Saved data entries

>>>

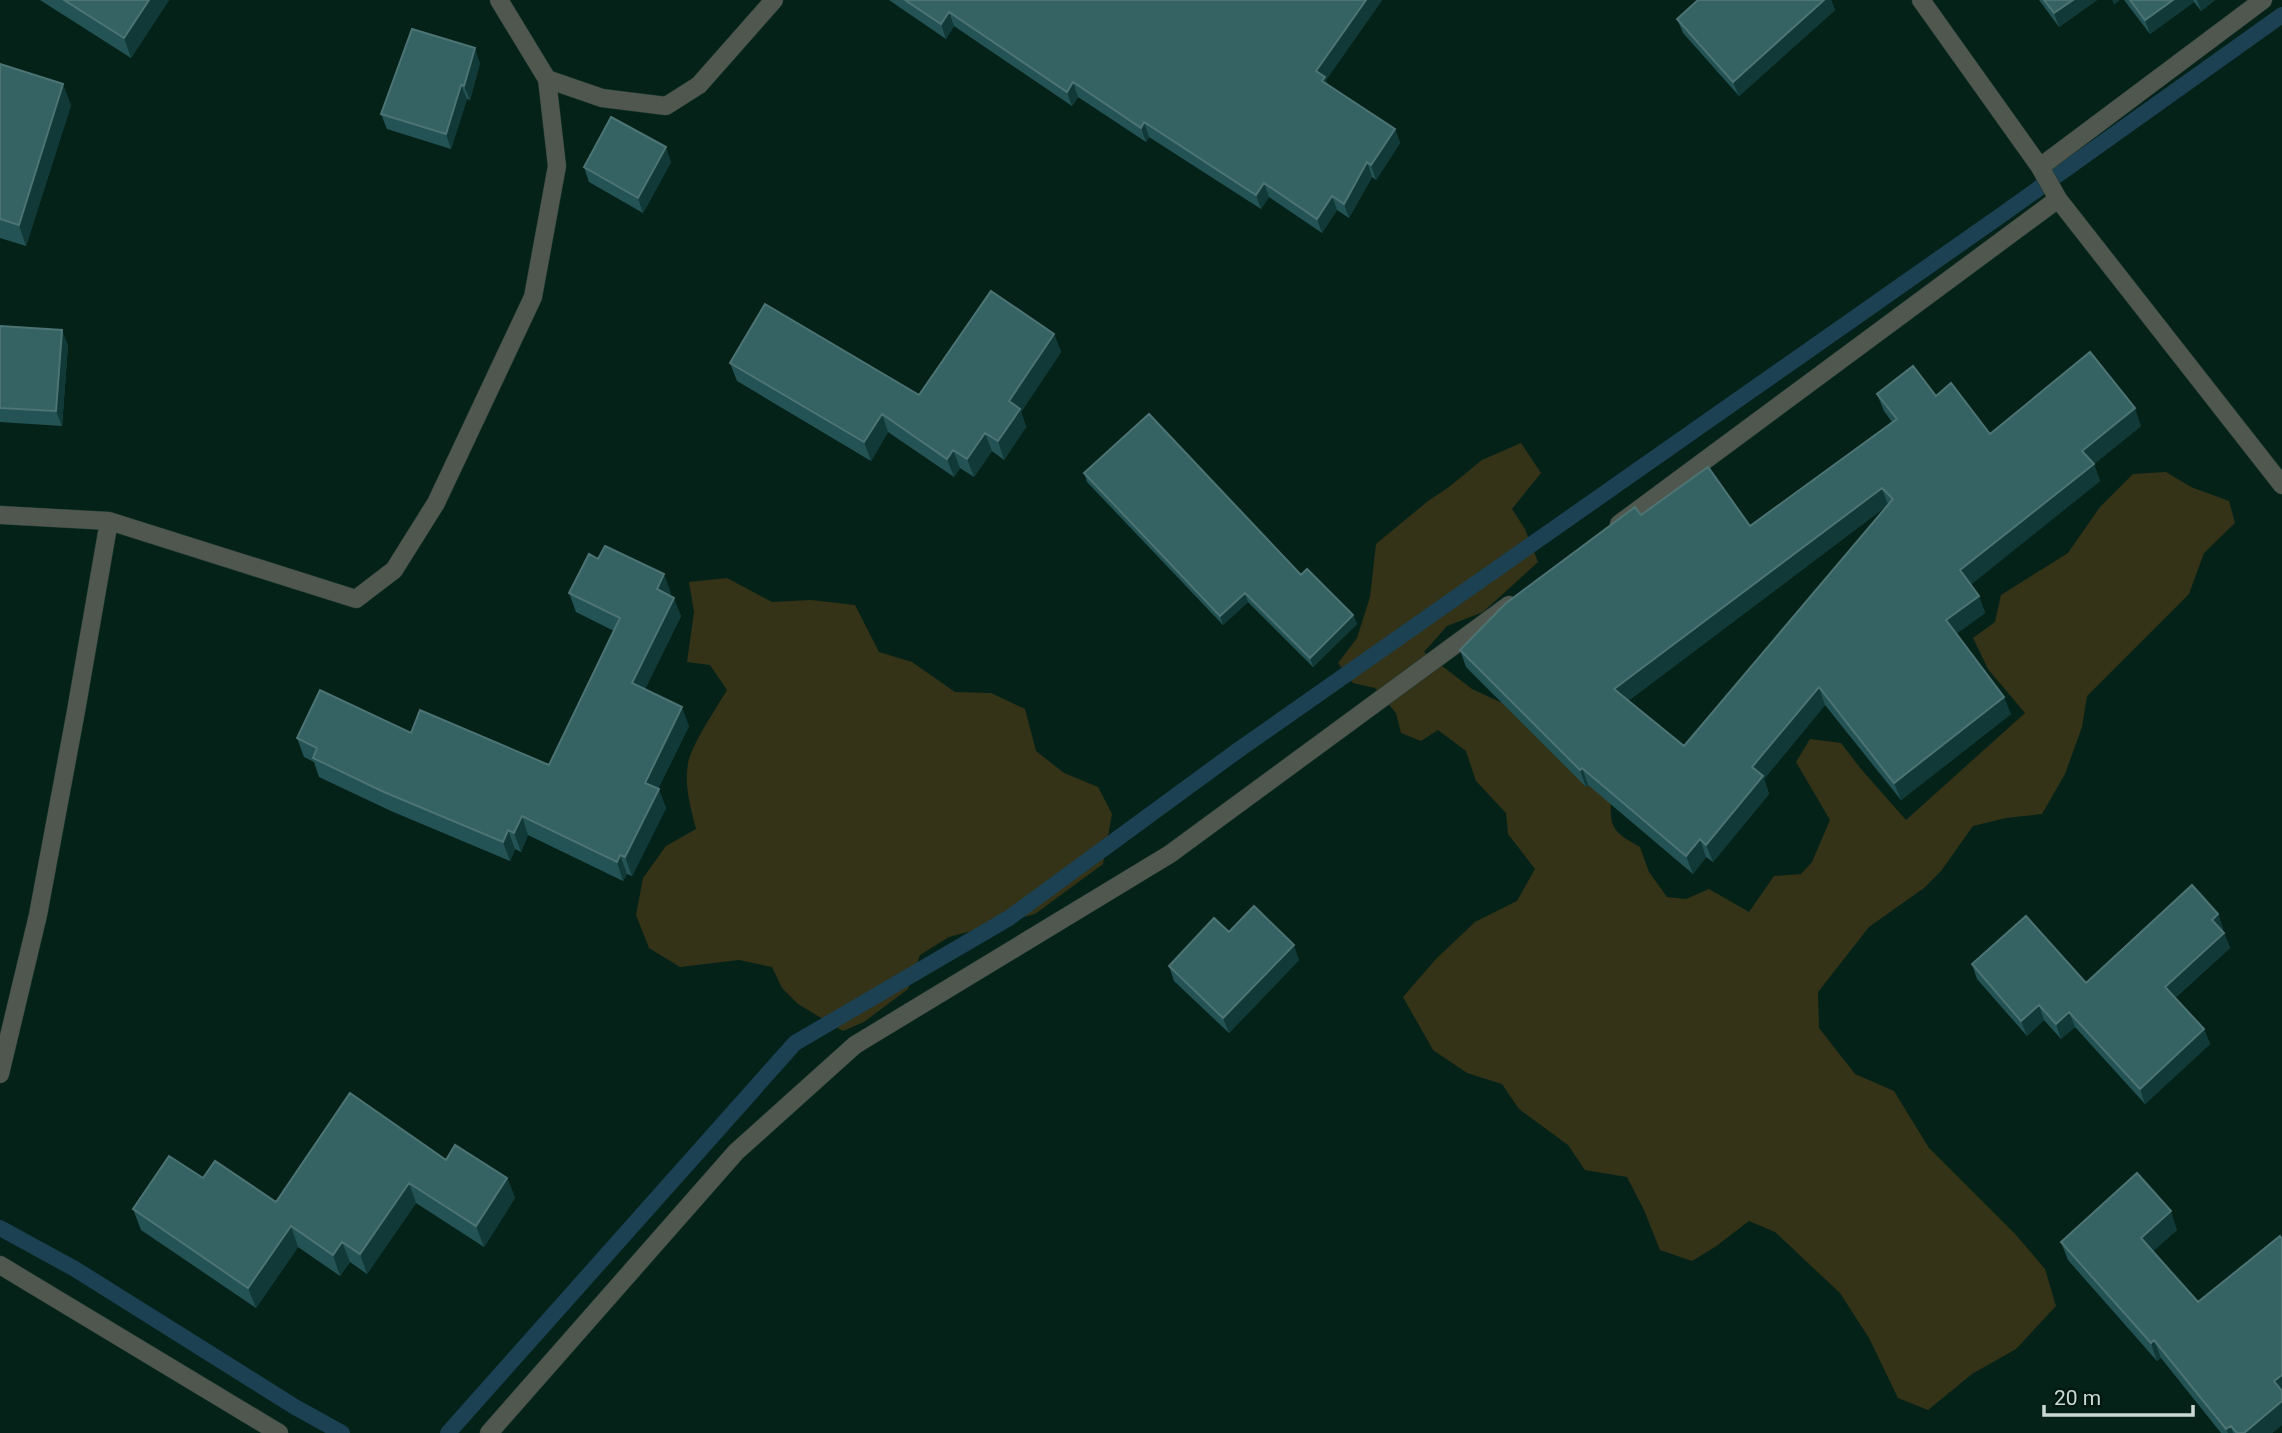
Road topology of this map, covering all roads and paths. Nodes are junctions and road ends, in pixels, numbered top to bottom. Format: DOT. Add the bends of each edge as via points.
graph roads {
  1 [pos="499,0"];
  2 [pos="774,0"];
  3 [pos="1921,0"];
  4 [pos="2263,0"];
  5 [pos="547,79"];
  6 [pos="2040,167"];
  7 [pos="2058,199"];
  8 [pos="2282,485"];
  9 [pos="0,515"];
  10 [pos="109,521"];
  11 [pos="1602,536"];
  12 [pos="1525,594"];
  13 [pos="0,1074"];
  14 [pos="0,1265"];
  15 [pos="279,1433"];
  16 [pos="489,1433"];
  1 -- 5 [label="street"];
  2 -- 5 [label="street" via="699,85 666,106 602,98"];
  3 -- 6 [label="street"];
  4 -- 6 [label="street"];
  5 -- 10 [label="street" via="557,166 533,298 436,503 394,570 355,599"];
  6 -- 7 [label="street"];
  7 -- 8 [label="street"];
  7 -- 11 [label="street"];
  9 -- 10 [label="street"];
  10 -- 13 [label="street" via="38,915"];
  12 -- 16 [label="street" via="1170,854 855,1045 736,1152"];
  14 -- 15 [label="street"];
}
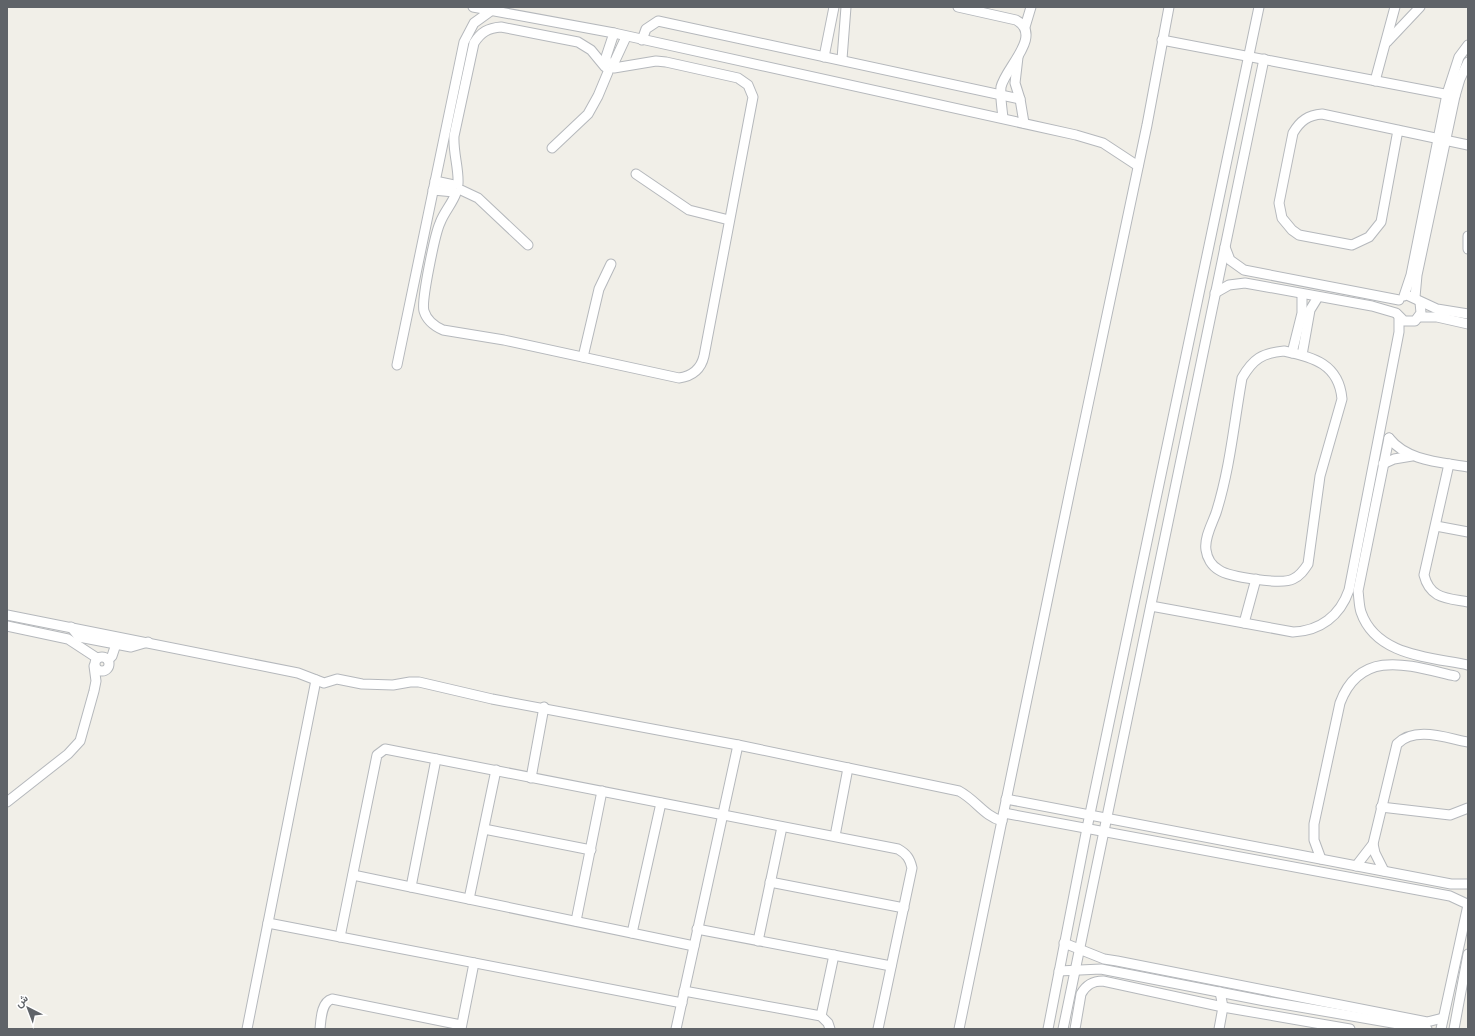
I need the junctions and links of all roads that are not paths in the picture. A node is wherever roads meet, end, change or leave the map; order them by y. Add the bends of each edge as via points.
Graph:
1 (473, 7) edge
2 (834, 7) edge
3 (846, 7) edge
4 (958, 7) edge
5 (1031, 7) edge
6 (1169, 7) edge
7 (1259, 7) edge
8 (1395, 7) edge
9 (1420, 7) edge
10 (492, 10) junction
11 (1024, 27) junction
12 (614, 34) junction
13 (626, 37) junction
14 (642, 40) junction
15 (1162, 40) junction
16 (1385, 44) junction
17 (1468, 45) edge
18 (1249, 56) junction
19 (824, 57) junction
20 (1018, 57) junction
21 (1264, 59) junction
22 (842, 60) junction
23 (1468, 62) edge
24 (610, 67) junction
25 (1376, 81) junction
26 (1001, 94) junction
27 (1451, 95) junction
28 (1020, 99) junction
29 (1003, 118) junction
30 (1024, 123) junction
31 (1398, 130) junction
32 (1442, 140) junction
33 (1468, 145) edge
34 (552, 148) dead end
35 (1138, 166) junction
36 (636, 174) dead end
37 (435, 181) junction
38 (457, 189) junction
39 (433, 190) junction
40 (729, 220) junction
41 (1468, 236) edge
42 (528, 245) dead end
43 (1225, 247) junction
44 (1468, 250) edge
45 (611, 264) dead end
46 (1415, 268) junction
47 (1215, 293) junction
48 (1302, 294) junction
49 (1318, 297) junction
50 (1402, 298) junction
51 (1417, 299) junction
52 (1468, 314) edge
53 (1398, 316) junction
54 (1419, 318) junction
55 (1468, 324) edge
56 (1292, 353) junction
57 (1302, 355) junction
58 (583, 357) junction
59 (397, 365) dead end
60 (1413, 456) junction
61 (1383, 464) junction
62 (1449, 464) junction
63 (1468, 467) edge
64 (1436, 526) junction
65 (1468, 532) edge
66 (1256, 578) junction
67 (1468, 602) edge
68 (1151, 606) junction
69 (7, 615) edge
70 (1244, 623) junction
71 (7, 626) edge
72 (72, 627) junction
73 (95, 640) junction
74 (148, 642) junction
75 (116, 644) junction
76 (100, 660) junction
77 (1468, 665) edge
78 (1455, 676) dead end
79 (316, 680) junction
80 (544, 707) junction
81 (1468, 742) edge
82 (738, 745) junction
83 (436, 759) junction
84 (848, 768) junction
85 (496, 770) junction
86 (531, 778) junction
87 (602, 791) junction
88 (1006, 799) junction
89 (7, 802) edge
90 (661, 803) junction
91 (1381, 807) junction
92 (1468, 808) edge
93 (1090, 814) junction
94 (722, 815) junction
95 (1003, 817) junction
96 (1105, 817) junction
97 (782, 826) junction
98 (1086, 828) junction
99 (484, 829) junction
100 (1102, 831) junction
101 (835, 836) junction
102 (1207, 837) junction
103 (1373, 844) junction
104 (591, 850) junction
105 (1205, 851) junction
106 (1321, 859) junction
107 (1356, 866) junction
108 (1384, 871) junction
109 (353, 875) junction
110 (770, 882) junction
111 (1468, 884) edge
112 (411, 887) junction
113 (470, 899) junction
114 (1467, 904) edge
115 (904, 908) junction
116 (576, 921) junction
117 (268, 923) junction
118 (698, 929) junction
119 (632, 933) junction
120 (340, 937) junction
121 (758, 941) junction
122 (1064, 942) junction
123 (694, 946) junction
124 (1079, 948) junction
125 (1468, 954) edge
126 (834, 955) junction
127 (474, 963) junction
128 (891, 966) junction
129 (1074, 970) junction
130 (1059, 972) junction
131 (684, 991) junction
132 (1267, 991) junction
133 (1220, 992) junction
134 (1238, 996) junction
135 (1265, 1001) junction
136 (682, 1003) junction
137 (1223, 1007) junction
138 (821, 1016) junction
139 (1444, 1018) junction
140 (1301, 1020) junction
141 (1427, 1026) edge
142 (461, 1027) edge
143 (247, 1029) edge
144 (320, 1029) edge
145 (676, 1029) edge
146 (830, 1029) edge
147 (878, 1029) edge
148 (959, 1029) edge
149 (1048, 1029) edge
150 (1063, 1029) edge
151 (1074, 1029) edge
152 (1219, 1029) edge
153 (1299, 1029) edge
154 (1350, 1029) edge
155 (1441, 1029) edge
156 (1454, 1029) edge

1 - 10 street
2 - 19 street
3 - 22 street
4 - 11 street via 1016,20
5 - 11 street
6 - 15 street
7 - 18 street
8 - 16 street
9 - 16 street
10 - 12 street
10 - 37 street via 474,23 464,42
11 - 20 street via 1026,40
12 - 13 street
12 - 24 street via 606,57
13 - 14 street
13 - 24 street
14 - 19 street via 646,30 658,20
14 - 29 street
15 - 18 street
15 - 35 street
16 - 25 street
17 - 27 street via 1459,57
18 - 21 street
18 - 93 street
19 - 22 street
20 - 26 street via 1003,82
20 - 28 street via 1015,83
21 - 25 street
21 - 43 street
22 - 26 street
23 - 27 street
24 - 34 street via 588,114
24 - 38 street via 578,42 501,27 488,29 482,33 474,43 454,136
24 - 40 street via 666,62 738,78 748,85 753,103
25 - 27 street
26 - 28 street
26 - 29 street
27 - 32 street
28 - 30 street
29 - 30 street
30 - 35 street via 1096,141
31 - 31 street via 1322,114 1302,121 1294,133 1279,203 1286,225 1299,235 1352,245 1369,237 1381,222
31 - 32 street
32 - 33 street
32 - 46 street
35 - 88 street
36 - 40 street via 689,210
37 - 38 street
37 - 39 street
38 - 39 street
38 - 42 street via 478,198
38 - 58 street via 452,203 439,223 423,302 427,317 443,330
39 - 59 street
40 - 58 street via 704,356 693,374 679,378
41 - 44 street
43 - 47 street
43 - 50 street via 1230,260 1244,270
45 - 58 street via 599,289
46 - 50 street
46 - 51 street
47 - 48 street via 1224,287 1239,283
47 - 68 street
48 - 49 street
48 - 56 street via 1302,313
49 - 53 street via 1372,306
49 - 57 street via 1310,310
50 - 51 street
50 - 53 street via 1396,304
51 - 52 street via 1437,309
51 - 54 street via 1421,313
53 - 54 street via 1409,322
53 - 70 street via 1398,340 1349,590 1344,603 1326,623 1307,631 1293,632
54 - 55 street via 1436,318
56 - 57 street
56 - 66 street via 1270,352 1258,357 1248,366 1242,378 1222,490 1206,541 1208,558 1221,571
57 - 66 street via 1319,361 1328,368 1341,387 1342,398 1320,476 1308,564 1302,573 1283,582
60 - 61 street
60 - 61 street via 1395,446 1389,438
60 - 62 street
61 - 77 street via 1358,591 1361,612 1370,631 1386,645 1405,652
62 - 63 street
62 - 64 street
64 - 65 street
64 - 67 street via 1424,576 1427,586 1434,594
66 - 70 street
68 - 70 street
68 - 96 street
69 - 72 street
71 - 76 street via 68,639
72 - 73 street via 79,637
72 - 74 street
73 - 75 street
73 - 76 street
74 - 75 street via 131,647
74 - 79 street via 298,672
75 - 76 street via 112,656
76 - 89 street via 80,741 68,754
78 - 106 street via 1396,663 1382,664 1361,675 1344,692 1314,824 1314,840
79 - 80 street via 324,683 337,680 388,686 419,682 492,699
79 - 117 street
80 - 82 street
80 - 86 street
81 - 91 street via 1421,734 1401,739 1394,749
82 - 84 street
82 - 94 street
83 - 85 street
83 - 109 street via 385,749 379,752
83 - 112 street
84 - 95 street via 959,792 967,796 986,815
84 - 101 street
85 - 86 street
85 - 99 street
86 - 87 street
87 - 90 street
87 - 104 street
88 - 93 street
88 - 95 street
90 - 94 street
90 - 119 street
91 - 92 street via 1450,816
91 - 103 street
93 - 96 street
93 - 98 street
94 - 97 street
94 - 118 street
95 - 98 street
95 - 148 street
96 - 100 street
96 - 102 street
97 - 101 street
97 - 110 street
98 - 100 street
98 - 122 street
99 - 104 street
99 - 113 street
100 - 105 street
100 - 124 street
101 - 115 street via 898,849 906,854 912,868
102 - 105 street
102 - 106 street
103 - 107 street
103 - 108 street via 1378,862
104 - 116 street
105 - 114 street via 1450,896
106 - 107 street
107 - 108 street
108 - 111 street via 1451,884
109 - 112 street
109 - 120 street
110 - 115 street
110 - 121 street
111 - 114 street via 1463,892
112 - 113 street
113 - 116 street
114 - 139 street
115 - 128 street
116 - 119 street
117 - 120 street
117 - 143 street
118 - 121 street
118 - 123 street
119 - 123 street
120 - 127 street
121 - 126 street
122 - 124 street
122 - 130 street
123 - 131 street
124 - 129 street
124 - 132 street via 1117,961
125 - 156 street
126 - 128 street
126 - 138 street
127 - 136 street
127 - 142 street
128 - 147 street
129 - 130 street
129 - 133 street via 1101,969
129 - 150 street
130 - 149 street
131 - 136 street
131 - 138 street
132 - 135 street
132 - 141 street
133 - 134 street
133 - 137 street
134 - 135 street
134 - 137 street
135 - 141 street
136 - 145 street
137 - 140 street
137 - 151 street via 1097,981 1088,985 1081,994
137 - 152 street
138 - 146 street
139 - 141 street
139 - 155 street
140 - 153 street
140 - 154 street
142 - 144 street via 332,1000 327,1001 324,1006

<<<

**TASK INSTRUCTIONS**
Using the entries above, return each line that includes the word "roads".

**REPLY TO THE TASK**
Road topology of this map, covering all roads and paths. Nodes are junctions and road ends, in pixels, numbered top to bottom. Format: DOT. Add the bends of each edge as via points.
graph roads {
I need the junctions and links of all roads that are not paths in the picture. A node is wherever roads meet, end, change or leave the map; order them by y. Add the bends of each edge as via points.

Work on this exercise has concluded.